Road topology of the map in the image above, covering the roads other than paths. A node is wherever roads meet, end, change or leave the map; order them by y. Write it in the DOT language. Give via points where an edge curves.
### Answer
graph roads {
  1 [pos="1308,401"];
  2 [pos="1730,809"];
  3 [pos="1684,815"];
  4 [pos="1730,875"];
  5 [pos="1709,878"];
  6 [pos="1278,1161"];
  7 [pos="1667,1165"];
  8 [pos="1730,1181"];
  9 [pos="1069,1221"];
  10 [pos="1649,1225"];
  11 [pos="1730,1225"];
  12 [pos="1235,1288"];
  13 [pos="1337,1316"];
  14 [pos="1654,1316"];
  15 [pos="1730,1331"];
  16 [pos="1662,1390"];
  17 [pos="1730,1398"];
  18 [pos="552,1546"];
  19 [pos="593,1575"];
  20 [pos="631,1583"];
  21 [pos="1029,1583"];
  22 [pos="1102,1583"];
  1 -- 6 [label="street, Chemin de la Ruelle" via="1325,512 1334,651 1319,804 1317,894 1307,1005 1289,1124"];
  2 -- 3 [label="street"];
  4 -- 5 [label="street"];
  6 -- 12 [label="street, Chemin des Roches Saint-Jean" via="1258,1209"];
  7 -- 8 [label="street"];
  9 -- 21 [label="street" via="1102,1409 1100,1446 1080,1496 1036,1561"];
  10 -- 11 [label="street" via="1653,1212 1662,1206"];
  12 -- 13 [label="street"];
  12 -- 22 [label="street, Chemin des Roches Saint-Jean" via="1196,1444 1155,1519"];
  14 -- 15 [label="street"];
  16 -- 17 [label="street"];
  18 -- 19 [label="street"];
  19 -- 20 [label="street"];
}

### PROMPT:
Output every record without changing any wording.

### WRITTEN SOLUTION:
Road topology of the map in the image above, covering the roads other than paths. A node is wherever roads meet, end, change or leave the map; order them by y. Write it in the DOT language. Give via points where an edge curves.
### Answer
graph roads {
  1 [pos="1308,401"];
  2 [pos="1730,809"];
  3 [pos="1684,815"];
  4 [pos="1730,875"];
  5 [pos="1709,878"];
  6 [pos="1278,1161"];
  7 [pos="1667,1165"];
  8 [pos="1730,1181"];
  9 [pos="1069,1221"];
  10 [pos="1649,1225"];
  11 [pos="1730,1225"];
  12 [pos="1235,1288"];
  13 [pos="1337,1316"];
  14 [pos="1654,1316"];
  15 [pos="1730,1331"];
  16 [pos="1662,1390"];
  17 [pos="1730,1398"];
  18 [pos="552,1546"];
  19 [pos="593,1575"];
  20 [pos="631,1583"];
  21 [pos="1029,1583"];
  22 [pos="1102,1583"];
  1 -- 6 [label="street, Chemin de la Ruelle" via="1325,512 1334,651 1319,804 1317,894 1307,1005 1289,1124"];
  2 -- 3 [label="street"];
  4 -- 5 [label="street"];
  6 -- 12 [label="street, Chemin des Roches Saint-Jean" via="1258,1209"];
  7 -- 8 [label="street"];
  9 -- 21 [label="street" via="1102,1409 1100,1446 1080,1496 1036,1561"];
  10 -- 11 [label="street" via="1653,1212 1662,1206"];
  12 -- 13 [label="street"];
  12 -- 22 [label="street, Chemin des Roches Saint-Jean" via="1196,1444 1155,1519"];
  14 -- 15 [label="street"];
  16 -- 17 [label="street"];
  18 -- 19 [label="street"];
  19 -- 20 [label="street"];
}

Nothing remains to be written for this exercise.